Del Webb sold the Sahara in 1982 for $50 million to former casino musical director and Hacienda Hotel owner Paul Lowden and wife Sue Lowden, who would leave her career as a television newscaster and later become a politician.
The Lowdens attempted to bring zip to the property by erecting a 26-story tower in 1988 that helped the Sahara crack the 1,500-room barrier and adding a new race and sports book. But after fighting efforts by the Culinary Union to extend its collective bargaining contract at the resort, making the Sahara the last holdout on the Strip, they sold the hotel in 1995 to former Circus Circus Enterprises Chairman Bill Bennett for $193 million in cash and land.
Bennett looked to cash in on the resort industry’s brief attempt to convert Las Vegas into a family destination fit for kids by weaving a roller coaster throughout the property. He also took advantage of the nation’s surging interest in motor sports by installing the Sahara Speedworld racing simulator and opening the NASCAR Cafe. And his $100 million renovation project included a snazzy Moroccan-themed entrance.

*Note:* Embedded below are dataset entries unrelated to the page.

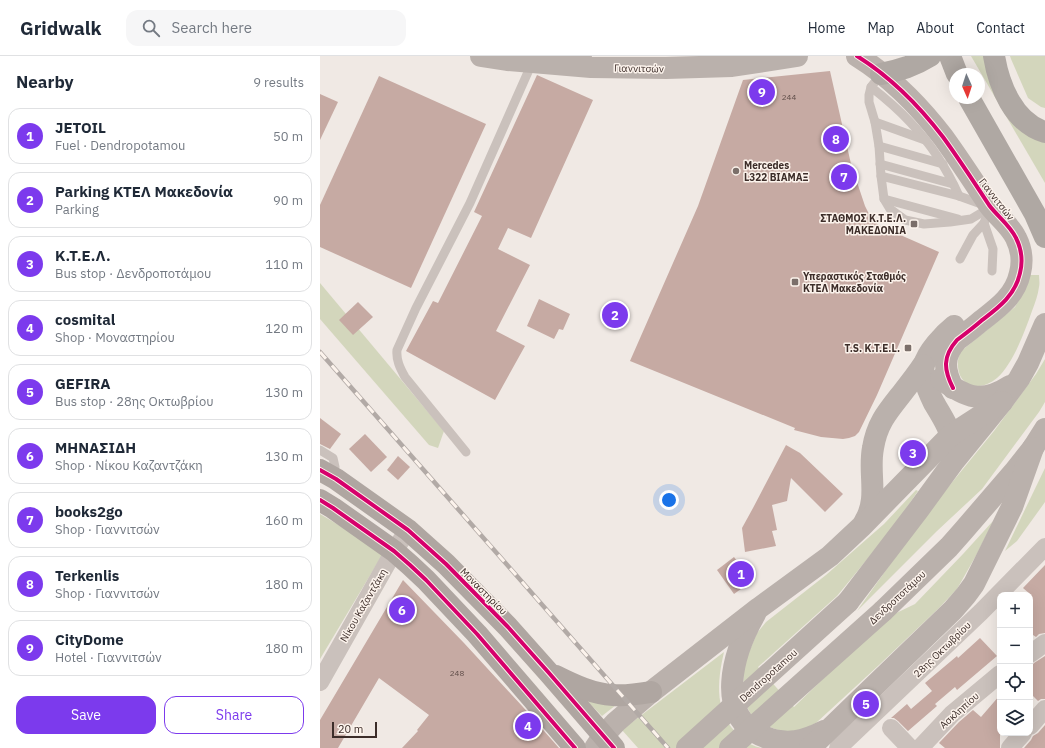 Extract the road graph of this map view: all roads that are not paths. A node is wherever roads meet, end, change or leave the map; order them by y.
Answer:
1 (481, 56) edge
2 (797, 56) edge
3 (857, 56) edge
4 (994, 56) edge
5 (947, 61) edge
6 (533, 62) junction
7 (876, 80) junction
8 (973, 104) edge
9 (875, 122) junction
10 (1045, 132) edge
11 (926, 140) junction
12 (879, 146) junction
13 (880, 164) junction
14 (943, 164) junction
15 (881, 176) junction
16 (954, 184) junction
17 (959, 196) junction
18 (884, 199) junction
19 (988, 215) junction
20 (1040, 219) edge
21 (963, 220) junction
22 (1045, 237) edge
23 (960, 259) dead end
24 (992, 271) dead end
25 (1045, 324) edge
26 (923, 365) junction
27 (1019, 379) junction
28 (953, 388) junction
29 (1002, 402) junction
30 (1045, 429) edge
31 (951, 435) junction
32 (1033, 448) junction
33 (320, 450) edge
34 (466, 452) dead end
35 (954, 461) junction
36 (327, 468) edge
37 (320, 500) edge
38 (861, 527) junction
39 (408, 530) junction
40 (394, 552) junction
41 (1043, 553) edge
42 (759, 608) junction
43 (1045, 643) edge
44 (1033, 652) edge
45 (549, 673) junction
46 (997, 676) edge
47 (320, 682) edge
48 (651, 692) junction
49 (1045, 710) edge
50 (1033, 723) edge
51 (891, 728) dead end
52 (1021, 736) edge
53 (834, 738) edge
54 (604, 744) edge
55 (575, 748) edge
56 (686, 748) edge
57 (730, 748) edge
58 (810, 748) edge
59 (910, 748) edge
60 (920, 748) edge
61 (1010, 748) edge

1 - 6 main road, Γιαννιτσών
2 - 6 main road, Γιαννιτσών
3 - 7 main road, Γιαννιτσών
4 - 10 highway
5 - 7 highway
6 - 34 lane
7 - 9 lane
7 - 11 lane
7 - 19 main road, Γιαννιτσών
8 - 20 highway
9 - 11 lane
9 - 12 lane
11 - 14 lane
12 - 13 lane
12 - 14 lane
13 - 15 lane
13 - 16 lane
14 - 16 lane
15 - 17 lane
15 - 18 lane
16 - 17 lane
17 - 19 lane
18 - 21 lane
18 - 21 lane
19 - 21 lane
19 - 23 lane
19 - 24 lane
19 - 26 main road, Γιαννιτσών
19 - 28 main road, Γιαννιτσών
20 - 22 highway
25 - 27 main road
26 - 28 main road
26 - 31 main road
26 - 38 main road, Γιαννιτσών
27 - 28 main road
27 - 29 main road
29 - 31 main road
29 - 35 main road
30 - 32 main road, Δενδροποτάμου
31 - 35 main road
31 - 38 main road
32 - 53 main road
32 - 57 main road, Δενδροποτάμου, bridge
33 - 36 lane
35 - 56 main road, Dendropotamou, bridge
36 - 39 main road, Μοναστηρίου
37 - 40 main road
38 - 42 main road
39 - 40 street, Νίκου Καζαντζάκη
39 - 45 main road, Μοναστηρίου
40 - 47 street, Νίκου Καζαντζάκη
40 - 55 main road
41 - 53 street, 28ης Οκτωβρίου
42 - 48 main road
42 - 53 main road
43 - 44 street
45 - 48 main road
45 - 54 main road, Μοναστηρίου
46 - 60 street, Ασκληπίου
48 - 54 main road
49 - 50 street
51 - 59 street
52 - 61 street
53 - 58 main road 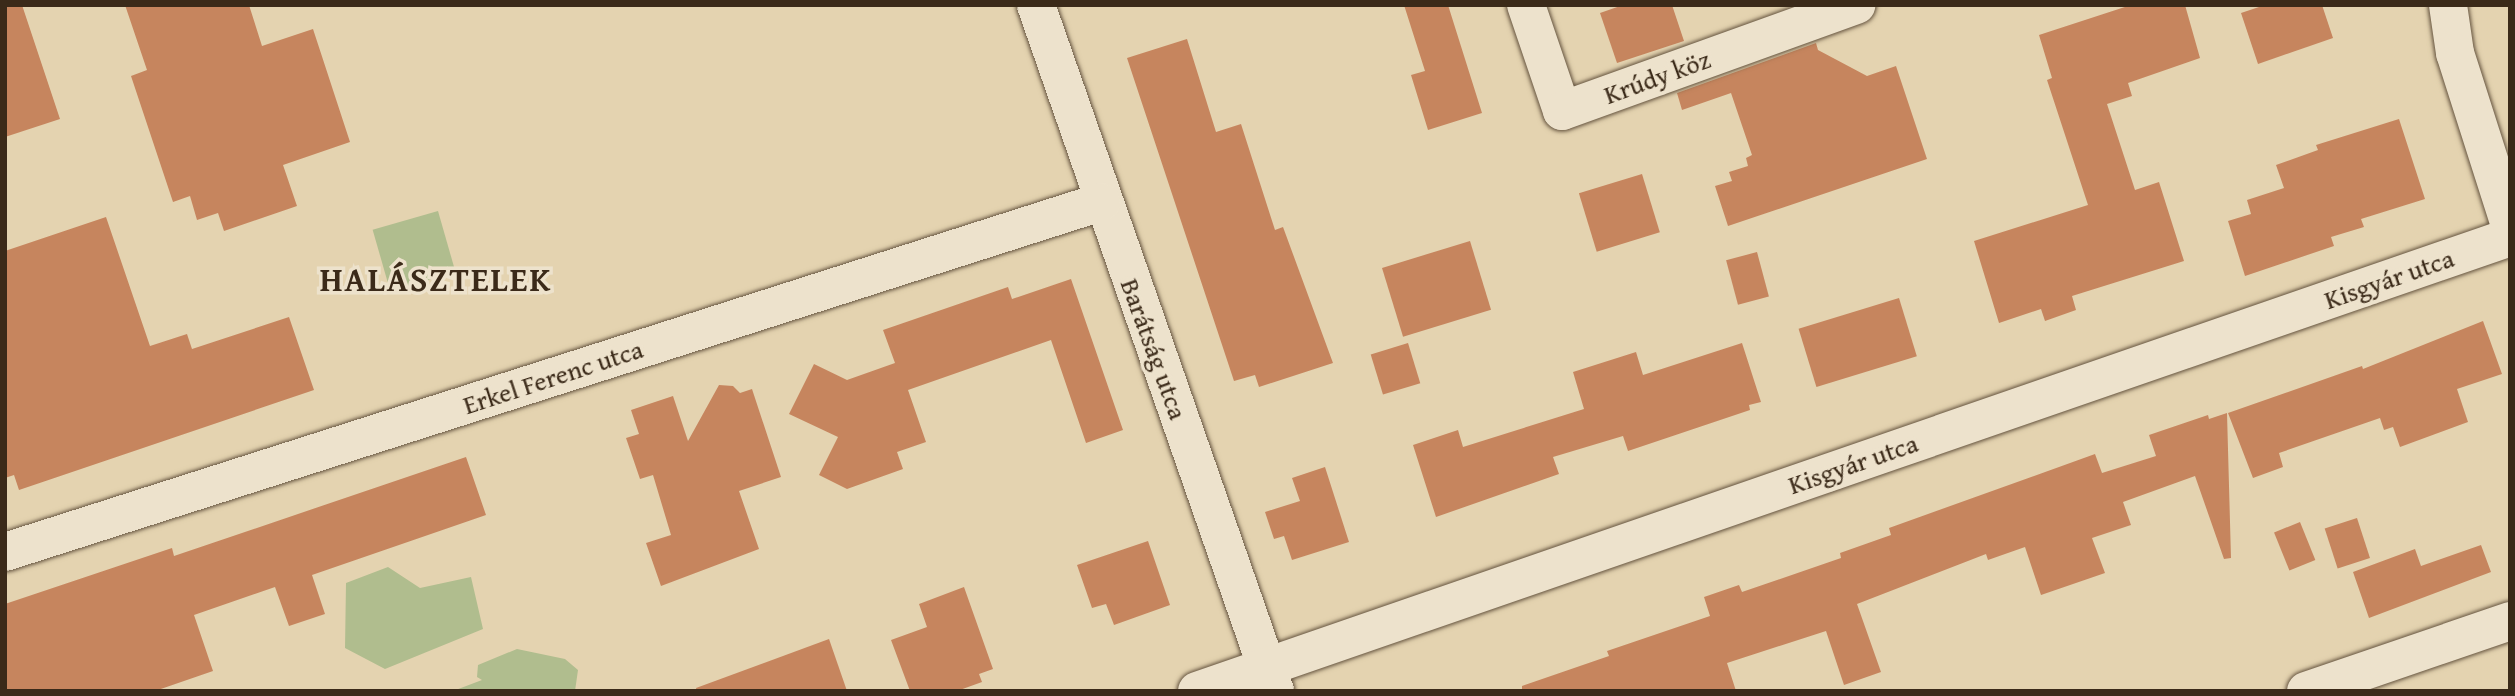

But Bennett closed its convention hall, which stunted business traffic. And Moehring said Bennett’s attempt to mesh “Arabs with NASCAR” smacked of desperation and ultimately didn’t work. By the time Bennett died in 2002, Moehring said the Sahara had gone from a classy “carpet joint” in its formative years to a “grind joint” that attracted mostly low rollers from the 1990s forward.
Bennett’s family sold the Sahara in 2007 for an estimated $300 million to $400 million to SBE Entertainment Group, led by CEO Sam Nazarian, whose company operates exclusive nightclubs in Los Angeles. But Nazarian, who dreams of revolutionizing night life, was forced to put those plans on hold when the economy crashed.
In the end, even dollar blackjack didn’t generate enough foot traffic to maintain Sahara’s relevance. The property, which had grown to 1,720 rooms housed in the Alexandria, Tangiers and Tunis towers, and its caravan of 1,050 employees will pass quietly into the desert night.
“To have the camels leave the Strip I can’t believe it,” Maestas said. “It just breaks my heart.”